Task to complete —
In your copy, reproduce the entries exactly as they are, minus the images.
Given records START
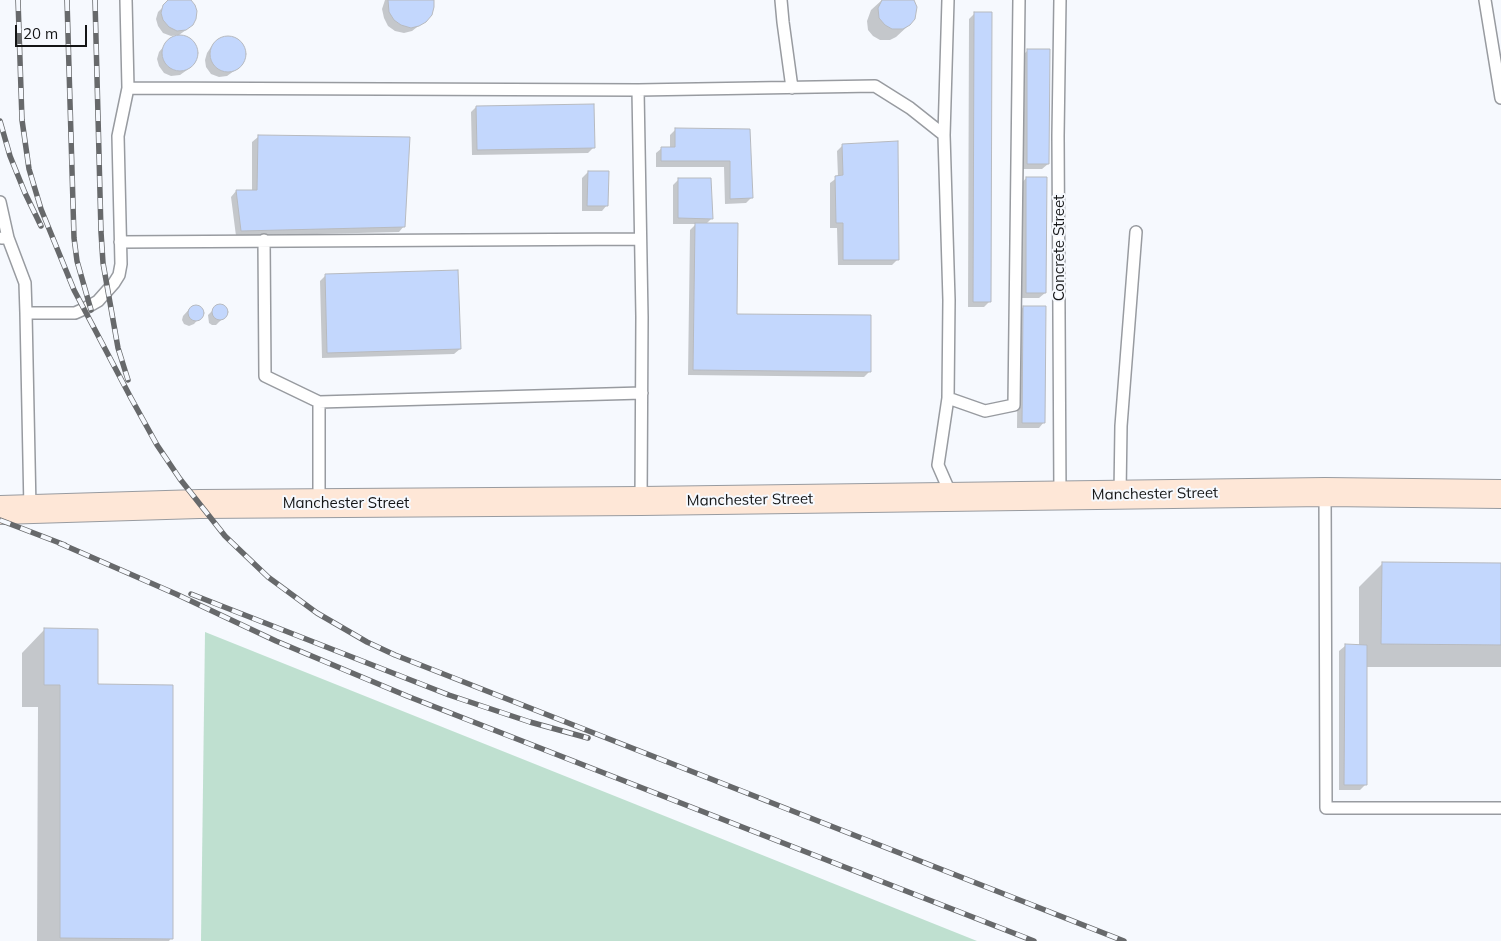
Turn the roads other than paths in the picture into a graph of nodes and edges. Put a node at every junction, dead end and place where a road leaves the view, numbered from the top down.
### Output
1 (126, 0) edge
2 (781, 0) edge
3 (948, 0) edge
4 (1018, 0) edge
5 (1060, 0) edge
6 (1485, 0) edge
7 (128, 88) junction
8 (792, 88) junction
9 (638, 90) junction
10 (1501, 98) edge
11 (944, 135) junction
12 (0, 202) edge
13 (1136, 232) dead end
14 (4, 238) edge
15 (640, 239) junction
16 (264, 240) junction
17 (120, 242) junction
18 (26, 313) junction
19 (642, 393) junction
20 (948, 398) junction
21 (318, 402) junction
22 (1325, 492) junction
23 (1501, 494) edge
24 (1120, 495) junction
25 (1060, 496) junction
26 (952, 497) junction
27 (641, 501) junction
28 (318, 504) junction
29 (30, 509) junction
30 (0, 510) edge
31 (1501, 808) edge

1 - 7 lane
2 - 8 lane
3 - 11 lane
4 - 20 lane
5 - 25 lane, Concrete Street
6 - 10 lane
7 - 9 lane
7 - 17 lane
8 - 9 lane
8 - 11 lane
9 - 15 lane
11 - 20 lane
12 - 14 lane
13 - 24 lane
14 - 18 lane
15 - 16 lane
15 - 19 lane
16 - 17 lane
16 - 21 lane
17 - 18 lane
18 - 29 lane
19 - 21 lane
19 - 27 lane
20 - 26 lane
21 - 28 lane
22 - 23 street, Manchester Street
22 - 24 street, Manchester Street
22 - 31 lane
24 - 25 street, Manchester Street
25 - 26 street, Manchester Street
26 - 27 street, Manchester Street
27 - 28 street, Manchester Street
28 - 29 street, Manchester Street
29 - 30 street, Manchester Street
Given records END
Expected output —
Turn the roads other than paths in the picture into a graph of nodes and edges. Put a node at every junction, dead end and place where a road leaves the view, numbered from the top down.
### Output
1 (126, 0) edge
2 (781, 0) edge
3 (948, 0) edge
4 (1018, 0) edge
5 (1060, 0) edge
6 (1485, 0) edge
7 (128, 88) junction
8 (792, 88) junction
9 (638, 90) junction
10 (1501, 98) edge
11 (944, 135) junction
12 (0, 202) edge
13 (1136, 232) dead end
14 (4, 238) edge
15 (640, 239) junction
16 (264, 240) junction
17 (120, 242) junction
18 (26, 313) junction
19 (642, 393) junction
20 (948, 398) junction
21 (318, 402) junction
22 (1325, 492) junction
23 (1501, 494) edge
24 (1120, 495) junction
25 (1060, 496) junction
26 (952, 497) junction
27 (641, 501) junction
28 (318, 504) junction
29 (30, 509) junction
30 (0, 510) edge
31 (1501, 808) edge

1 - 7 lane
2 - 8 lane
3 - 11 lane
4 - 20 lane
5 - 25 lane, Concrete Street
6 - 10 lane
7 - 9 lane
7 - 17 lane
8 - 9 lane
8 - 11 lane
9 - 15 lane
11 - 20 lane
12 - 14 lane
13 - 24 lane
14 - 18 lane
15 - 16 lane
15 - 19 lane
16 - 17 lane
16 - 21 lane
17 - 18 lane
18 - 29 lane
19 - 21 lane
19 - 27 lane
20 - 26 lane
21 - 28 lane
22 - 23 street, Manchester Street
22 - 24 street, Manchester Street
22 - 31 lane
24 - 25 street, Manchester Street
25 - 26 street, Manchester Street
26 - 27 street, Manchester Street
27 - 28 street, Manchester Street
28 - 29 street, Manchester Street
29 - 30 street, Manchester Street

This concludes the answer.